【12月10日 AFP】2009年2月のアカデミー賞(Academy Awards )発表まで続く映画界のアワードシーズンが幕を明けたが、オスカーの行方を占う上で貴重な指標となる第66回ゴールデン・グローブ賞(Golden Globe Awards)の受賞候補作品がいよいよ11日に発表される。現在、最も注目されているのが、『ベンジャミン・バトン 数奇な人生(The Curious Case of Benjamin Button)』と『ダークナイト(The Dark Knight)』だ。

■有力候補の『ベンジャミン・バトン 数奇な人生』

 デヴィッド・フィンチャー(David Fincher)監督の『ベンジャミン・バトン 数奇な人生』は、米作家F・スコット・フィッツジェラルド(F. Scott Fitzgerald)の1922年の短編小説を映画化したもので、主演のブラッド・ピット(Brad Pitt)が老いた姿で生まれ、年を重ねるに連れ徐々に若返っていくという男を演じている。共演はケイト・ブランシェット(Cate Blanchett)。米国ではまだ一般公開されていないが、試写会で観た批評家や観客は称賛している。

 ロサンゼルス・タイムズ(Los Angeles Times)紙の映画・音楽賞専門サイトThe Envelope.comの評論家トム・オニール(Tom O'Neil)氏は、「専門家は『ベンジャミン・バトン』が最有力と見ていると思う」と語る。

■H・レジャーの『ダークナイト』にも注目

 高い評価を受ける『ベンジャミン・バトン』だが、『ダークナイト』など強力なライバルも多い。

 7月の公開以降、世界で10億ドル(約926億円)近い興行収入を記録しているクリストファー・ノーラン(Christopher Nolan)監督の『ダークナイト』は、「ヒーローもの」と言われるジャンルを超越した傑作だと絶賛されている。

『ダークナイト』でもう1つ注目を浴びているのは、ジョーカー(Joker)役で迫真の演技を見せた故ヒース・レジャー(Heath Ledger)が、故人としてオスカーを受賞できるかということだ。

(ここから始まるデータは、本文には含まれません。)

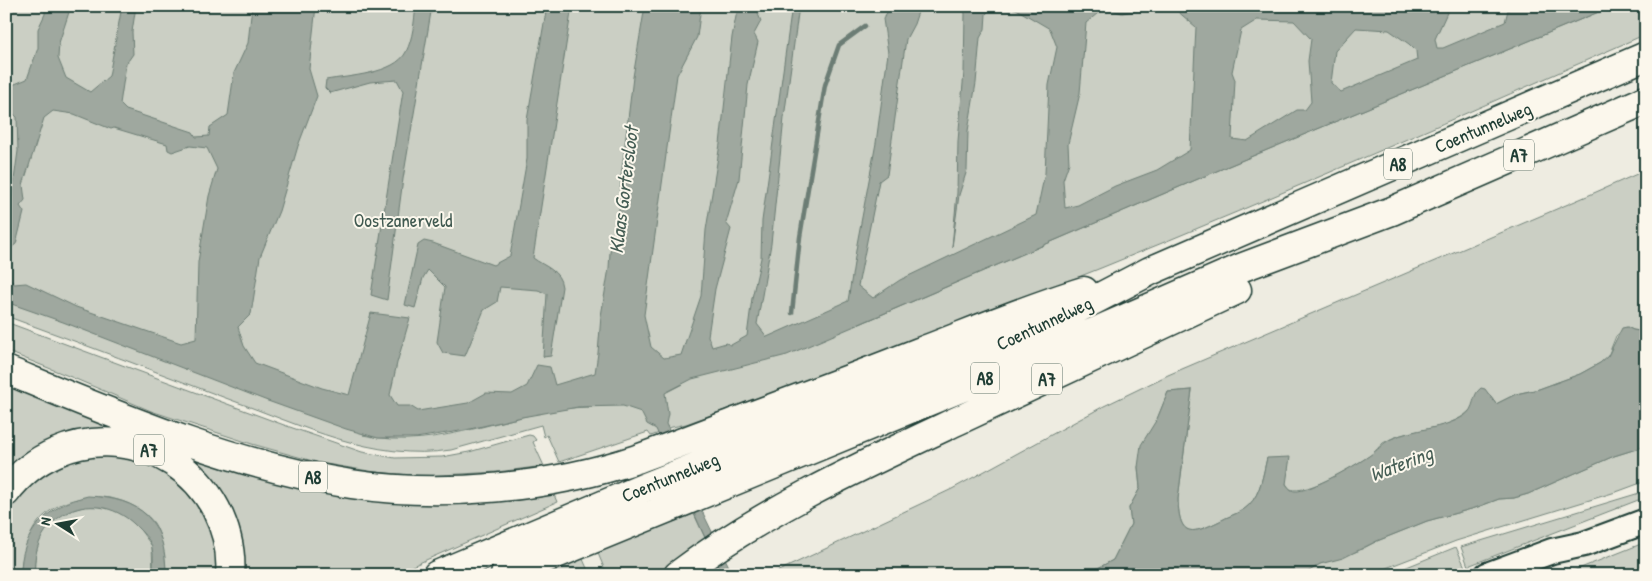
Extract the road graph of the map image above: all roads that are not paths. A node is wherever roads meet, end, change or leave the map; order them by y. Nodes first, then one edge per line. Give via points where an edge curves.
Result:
1 (1646, 56) edge
2 (1646, 100) edge
3 (1392, 210) junction
4 (1150, 271) junction
5 (6, 370) edge
6 (6, 492) edge
7 (1646, 521) edge
8 (1584, 544) junction
9 (230, 575) edge
10 (437, 575) edge
11 (505, 575) edge
12 (678, 575) edge
13 (1487, 575) edge
14 (1523, 575) edge

1 - 4 highway, Coentunnelweg / A8
2 - 3 highway, Coentunnelweg / A7
3 - 11 highway, Coentunnelweg / A8 via 1242,268 1030,360
3 - 12 highway, A7 via 1249,284 803,496 736,534
4 - 5 highway, A8 via 1043,304 635,459 577,475 487,489 408,489 291,473 244,460 89,404
4 - 10 highway, Coentunnelweg / A8 via 1050,323
6 - 9 highway, A7 via 32,467 74,447 112,442 146,448 187,472 212,502 225,528
7 - 8 main road
8 - 13 main road via 1552,551
8 - 14 main road

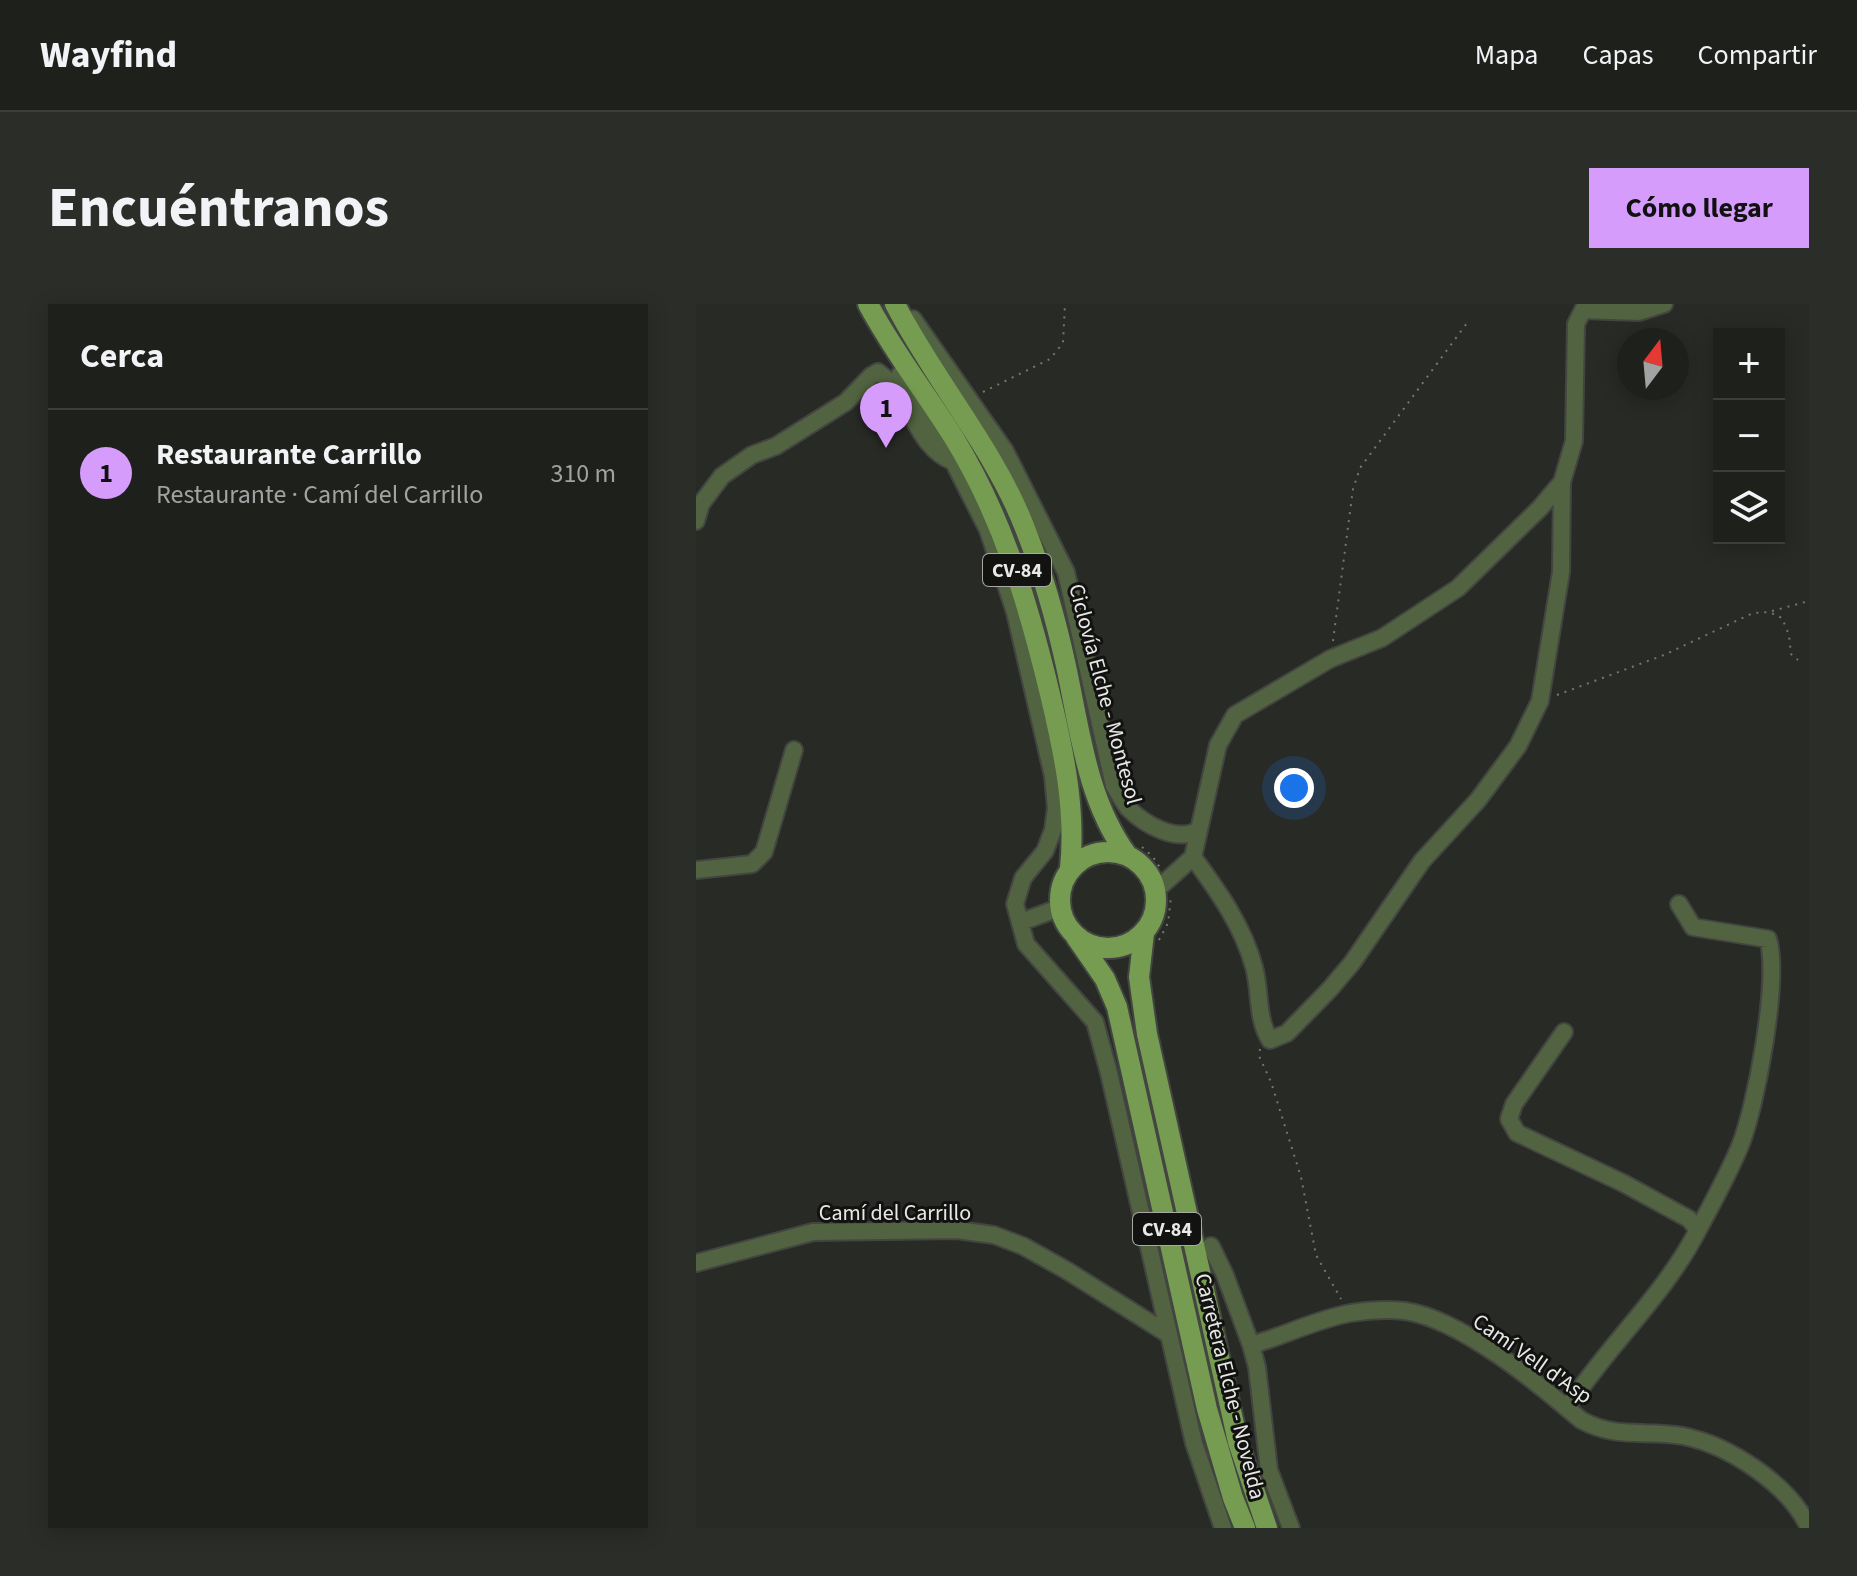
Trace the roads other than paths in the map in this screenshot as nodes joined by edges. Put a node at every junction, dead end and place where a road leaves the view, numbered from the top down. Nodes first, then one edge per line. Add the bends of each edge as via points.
1 (859, 304) edge
2 (868, 304) edge
3 (895, 304) edge
4 (905, 304) edge
5 (1664, 304) edge
6 (1584, 307) edge
7 (953, 461) junction
8 (1562, 482) junction
9 (696, 521) edge
10 (794, 750) dead end
11 (1199, 830) junction
12 (1132, 849) junction
13 (1193, 857) junction
14 (1070, 869) junction
15 (696, 870) edge
16 (1161, 884) junction
17 (1679, 904) dead end
18 (1059, 908) junction
19 (1021, 922) junction
20 (1152, 936) junction
21 (1076, 937) junction
22 (1564, 1032) dead end
23 (1698, 1230) junction
24 (1211, 1246) dead end
25 (696, 1263) edge
26 (1168, 1334) junction
27 (1251, 1345) junction
28 (1567, 1408) junction
29 (1223, 1528) edge
30 (1245, 1528) edge
31 (1267, 1528) edge
32 (1291, 1528) edge
33 (1809, 1528) edge

1 - 7 street
2 - 14 main road, CV-84 via 965,458 1014,563 1066,764 1073,824
3 - 12 main road, CV-84 via 1013,498 1053,613 1097,803 1113,836
4 - 11 street via 1005,451 1066,572 1114,786 1127,807 1147,823 1189,836
5 - 6 street via 1639,312
6 - 8 street via 1576,324 1574,441
7 - 9 street via 933,450 891,381 878,372 846,402 722,476 701,504
7 - 19 street via 1005,578 1053,776 1053,830 1018,889 1015,904
8 - 11 street via 1458,588 1382,638 1330,659 1235,715 1218,745
8 - 13 street via 1561,572 1540,701 1518,746 1422,861 1352,963 1287,1033 1270,1040 1263,1027 1255,969 1243,934
10 - 15 street via 758,860
11 - 13 street
12 - 14 main road via 1085,857
12 - 16 main road, CV-84
13 - 16 street
14 - 18 main road, CV-84 via 1061,884
16 - 20 main road, CV-84
17 - 23 street via 1693,927 1768,939 1773,954 1770,1006 1741,1143
18 - 19 street
18 - 21 main road, CV-84
19 - 26 street via 1026,944 1095,1022
20 - 21 main road via 1107,949
20 - 31 main road, Carretera Elche - Novelda / CV-84 via 1139,977 1147,1034 1238,1442
21 - 30 main road, Carretera Elche - Novelda / CV-84 via 1117,1007 1207,1409
22 - 23 street via 1514,1104 1509,1119 1517,1133 1623,1183 1689,1219
23 - 28 street via 1661,1288
24 - 27 street
25 - 26 street, Camí del Carrillo via 813,1232 957,1230 994,1235 1066,1270
26 - 29 street via 1194,1443
27 - 28 street, Camí Vell d'Asp via 1351,1313 1407,1311 1450,1326 1488,1349
27 - 32 street via 1269,1470
28 - 33 street, Camí Vell d'Asp via 1612,1433 1683,1436 1734,1454 1790,1497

「問題は『ダークナイト』が今年の最高傑作かということだが、今年を代表する作品であることは間違いない。ゴールデン・グローブは、大作と言われるもの、大ヒット作、人気作品を評価する」とオニール氏は語る。

■そのほかの有力候補

 同氏はそのほか、マイナー作品の中にも『ベンジャミン・バトン』や『ダークナイト』のライバルとなりそうな注目作があるという。ショーン・ペン(Sean Penn)が米国のゲイ権利活動家ハーベイ・ミルク(Harvey Milk)を演じたガス・ヴァン・サント(Gus Van Sant)監督作品『ミルク(原題、Milk)』、インド・ムンバイ(Mumbai)を舞台に、貧困から脱却しようとテレビのクイズ番組に出演する少年のラブストーリーを描いたダニー・ボイル(Danny Boyle)監督の『スラムドッグ・ミリオネア(原題、Slumdog Millionaire)』などだ。オニール氏は人々を高揚させるこれらの作品は、作品賞にノミネートされる可能性が高いと語る。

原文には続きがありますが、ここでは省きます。